夏は特にペットボトルを買う人も多いのではないでしょうか、正直自分もなのですが。
ここもマイボトルを持っていくことでプラスチックのゴミを減らすことができますね。

調理済みのお弁当等の料理も、大きなブラスチックの容器に入っているので、これも家で作れば必要ありませんし、かかるお金もずっと抑えられます。

普段着る服も合成繊維でできた服の代わりに天然繊維で作られた服を着ることでマイクロファイバーを減らすことができます。

2年程前に展示会に行ったのですが、うさとの服とか良いかもですね。
うさとの服の展示会(北鎌倉)に行ってきました~!想像以上に奥深い服でした!

商品を買う時も、製造している企業を選ぶことでマイクロプラスチックを減らすことができます。

スターバックスやスタッシャー・パタゴニア、資生堂や花王などのように、環境問題を視野に入れて商品やサービスを販売している企業から買えば、間接的にマイクロプラスチックの削減に貢献していることになります。

その企業の商品を買うということはその企業に1票を入れて支持をしている、ということになります。
せっかく入れる1票でしたら、少しでも地球環境を視野に入れた製品を提供している企業に入れたいところです。

マイクロプラスチックの問題まとめ

正直自分自身が普段の生活を見直すと、プラスチック製品をよく使用しています・・。

マイボトルを持参しても、夏などは結局足りなくて最終的にペットボトルを追加で買ったり、調理済みの商品を買ったり、そしてたまにエコバックや代わりとなる袋を持参し忘れたり。
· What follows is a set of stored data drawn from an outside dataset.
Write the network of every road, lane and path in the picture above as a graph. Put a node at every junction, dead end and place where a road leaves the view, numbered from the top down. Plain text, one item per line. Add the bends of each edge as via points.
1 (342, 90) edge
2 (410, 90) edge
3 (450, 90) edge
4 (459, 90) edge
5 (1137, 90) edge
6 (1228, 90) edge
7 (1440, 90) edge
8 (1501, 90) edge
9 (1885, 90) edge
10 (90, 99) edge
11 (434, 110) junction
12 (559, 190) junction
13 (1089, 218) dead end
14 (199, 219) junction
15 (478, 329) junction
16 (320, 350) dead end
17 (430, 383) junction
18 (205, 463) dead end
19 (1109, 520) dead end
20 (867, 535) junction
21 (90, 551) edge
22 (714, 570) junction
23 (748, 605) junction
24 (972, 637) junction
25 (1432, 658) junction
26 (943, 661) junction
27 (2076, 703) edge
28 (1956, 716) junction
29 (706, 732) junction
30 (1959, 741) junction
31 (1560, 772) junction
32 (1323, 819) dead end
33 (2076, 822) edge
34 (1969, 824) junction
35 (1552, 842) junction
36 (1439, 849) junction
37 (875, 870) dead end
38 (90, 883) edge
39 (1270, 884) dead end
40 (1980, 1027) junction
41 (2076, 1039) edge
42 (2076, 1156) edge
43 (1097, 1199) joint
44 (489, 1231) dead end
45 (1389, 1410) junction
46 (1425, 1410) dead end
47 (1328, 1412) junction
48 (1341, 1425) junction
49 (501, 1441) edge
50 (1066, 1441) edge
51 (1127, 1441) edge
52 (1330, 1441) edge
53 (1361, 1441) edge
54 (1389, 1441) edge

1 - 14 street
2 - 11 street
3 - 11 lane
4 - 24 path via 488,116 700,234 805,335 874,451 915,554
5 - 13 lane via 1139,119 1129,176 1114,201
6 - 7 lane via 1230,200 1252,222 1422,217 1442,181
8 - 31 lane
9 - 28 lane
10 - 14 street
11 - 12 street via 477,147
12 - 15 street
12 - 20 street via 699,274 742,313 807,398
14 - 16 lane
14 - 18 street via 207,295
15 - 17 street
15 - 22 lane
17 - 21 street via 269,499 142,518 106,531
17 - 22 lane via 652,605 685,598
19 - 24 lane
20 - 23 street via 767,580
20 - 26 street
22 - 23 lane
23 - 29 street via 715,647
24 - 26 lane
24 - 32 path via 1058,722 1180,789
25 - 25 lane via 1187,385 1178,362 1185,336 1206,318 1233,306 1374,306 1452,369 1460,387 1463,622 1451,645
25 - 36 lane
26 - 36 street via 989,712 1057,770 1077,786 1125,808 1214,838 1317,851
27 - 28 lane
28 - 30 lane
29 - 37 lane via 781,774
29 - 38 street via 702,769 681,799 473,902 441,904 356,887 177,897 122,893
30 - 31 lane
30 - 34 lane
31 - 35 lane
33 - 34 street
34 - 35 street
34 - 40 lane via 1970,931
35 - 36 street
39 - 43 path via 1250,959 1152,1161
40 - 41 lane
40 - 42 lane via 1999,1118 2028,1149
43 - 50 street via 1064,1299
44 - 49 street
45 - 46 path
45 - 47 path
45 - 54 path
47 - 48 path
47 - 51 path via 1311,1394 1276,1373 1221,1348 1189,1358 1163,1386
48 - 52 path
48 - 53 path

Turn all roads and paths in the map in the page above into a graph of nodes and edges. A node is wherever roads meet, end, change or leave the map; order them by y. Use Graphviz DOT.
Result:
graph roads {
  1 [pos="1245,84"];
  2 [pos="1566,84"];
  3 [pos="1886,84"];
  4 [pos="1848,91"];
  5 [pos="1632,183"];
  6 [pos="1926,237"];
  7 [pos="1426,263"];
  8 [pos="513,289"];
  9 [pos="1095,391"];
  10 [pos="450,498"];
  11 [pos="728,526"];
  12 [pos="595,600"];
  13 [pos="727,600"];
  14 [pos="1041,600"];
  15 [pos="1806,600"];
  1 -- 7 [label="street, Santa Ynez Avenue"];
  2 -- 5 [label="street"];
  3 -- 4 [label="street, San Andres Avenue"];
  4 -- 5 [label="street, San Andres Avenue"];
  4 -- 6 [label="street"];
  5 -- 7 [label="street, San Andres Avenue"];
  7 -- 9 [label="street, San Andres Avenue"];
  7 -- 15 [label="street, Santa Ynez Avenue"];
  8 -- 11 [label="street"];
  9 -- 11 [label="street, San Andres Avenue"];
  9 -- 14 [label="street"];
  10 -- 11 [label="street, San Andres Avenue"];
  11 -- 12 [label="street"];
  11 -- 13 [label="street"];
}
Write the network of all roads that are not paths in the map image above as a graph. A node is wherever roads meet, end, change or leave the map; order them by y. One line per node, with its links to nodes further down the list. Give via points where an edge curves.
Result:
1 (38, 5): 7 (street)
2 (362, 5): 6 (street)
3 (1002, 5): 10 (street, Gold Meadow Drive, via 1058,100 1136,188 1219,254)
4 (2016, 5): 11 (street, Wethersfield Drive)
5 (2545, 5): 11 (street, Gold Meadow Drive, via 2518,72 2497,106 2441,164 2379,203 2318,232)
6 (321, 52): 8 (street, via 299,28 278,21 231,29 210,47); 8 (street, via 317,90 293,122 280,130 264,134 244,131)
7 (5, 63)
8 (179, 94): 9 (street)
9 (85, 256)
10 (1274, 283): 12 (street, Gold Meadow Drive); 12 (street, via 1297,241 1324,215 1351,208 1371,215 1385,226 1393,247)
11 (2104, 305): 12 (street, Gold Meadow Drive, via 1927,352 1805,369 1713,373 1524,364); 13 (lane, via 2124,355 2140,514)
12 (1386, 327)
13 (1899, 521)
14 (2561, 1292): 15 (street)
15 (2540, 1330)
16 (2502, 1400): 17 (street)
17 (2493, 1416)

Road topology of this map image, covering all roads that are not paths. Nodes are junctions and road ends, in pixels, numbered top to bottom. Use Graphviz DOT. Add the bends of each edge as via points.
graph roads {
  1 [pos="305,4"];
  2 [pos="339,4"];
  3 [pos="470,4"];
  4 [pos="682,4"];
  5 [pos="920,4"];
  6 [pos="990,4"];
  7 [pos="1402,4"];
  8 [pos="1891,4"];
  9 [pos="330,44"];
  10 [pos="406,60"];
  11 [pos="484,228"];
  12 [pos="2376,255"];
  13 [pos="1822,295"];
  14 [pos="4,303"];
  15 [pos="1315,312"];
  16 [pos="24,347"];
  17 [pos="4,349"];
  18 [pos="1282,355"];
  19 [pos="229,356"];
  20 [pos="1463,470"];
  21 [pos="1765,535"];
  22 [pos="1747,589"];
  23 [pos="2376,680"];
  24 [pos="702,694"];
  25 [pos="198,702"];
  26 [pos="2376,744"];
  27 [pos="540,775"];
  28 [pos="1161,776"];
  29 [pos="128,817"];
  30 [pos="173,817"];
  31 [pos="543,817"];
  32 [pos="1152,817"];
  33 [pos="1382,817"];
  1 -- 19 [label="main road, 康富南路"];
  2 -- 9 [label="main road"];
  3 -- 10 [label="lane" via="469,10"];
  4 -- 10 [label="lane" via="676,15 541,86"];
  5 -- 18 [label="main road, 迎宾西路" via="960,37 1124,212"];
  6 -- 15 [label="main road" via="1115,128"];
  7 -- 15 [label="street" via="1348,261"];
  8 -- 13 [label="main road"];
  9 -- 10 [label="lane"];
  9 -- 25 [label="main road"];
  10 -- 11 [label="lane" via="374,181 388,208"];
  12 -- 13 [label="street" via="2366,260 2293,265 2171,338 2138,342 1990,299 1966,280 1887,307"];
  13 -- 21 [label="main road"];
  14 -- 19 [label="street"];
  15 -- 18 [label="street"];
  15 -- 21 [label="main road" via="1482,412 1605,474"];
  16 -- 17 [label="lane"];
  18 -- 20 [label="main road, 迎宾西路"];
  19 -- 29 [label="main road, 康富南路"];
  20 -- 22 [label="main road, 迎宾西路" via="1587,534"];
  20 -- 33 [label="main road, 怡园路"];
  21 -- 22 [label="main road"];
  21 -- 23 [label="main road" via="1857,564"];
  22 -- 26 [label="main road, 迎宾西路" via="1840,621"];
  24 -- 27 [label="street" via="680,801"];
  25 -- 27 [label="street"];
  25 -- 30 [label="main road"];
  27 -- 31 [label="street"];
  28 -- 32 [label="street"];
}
着ている服もオーガニックコットンの服もいくつかありますが、合成繊維で作られた服もまた多いです、というより洗濯するだけでマイクロプラスチックが発生するとは思っていませんでした。

いろいろ自分も普段の生活を見直す必要があります。

後は、普段買う製品もしっかり選ぶ必要があると感じました。

知らずに使っていた商品が環境や動物に大きな負荷をかけている可能性もあるからです。
基本自分はオーガニック・生分解性・植物性のものを選んで使用しているのですが、中にはしっかりと調べずに購入している商品もあるからです。

そもそも物自体を減らす、ということが大切ですね。
本当に必要なものって、多分自分が思っているよりずっと少ないはずです。

プラスチックの使用を見直すことで、ライフスタイルそのものも見直していくことができるはずです。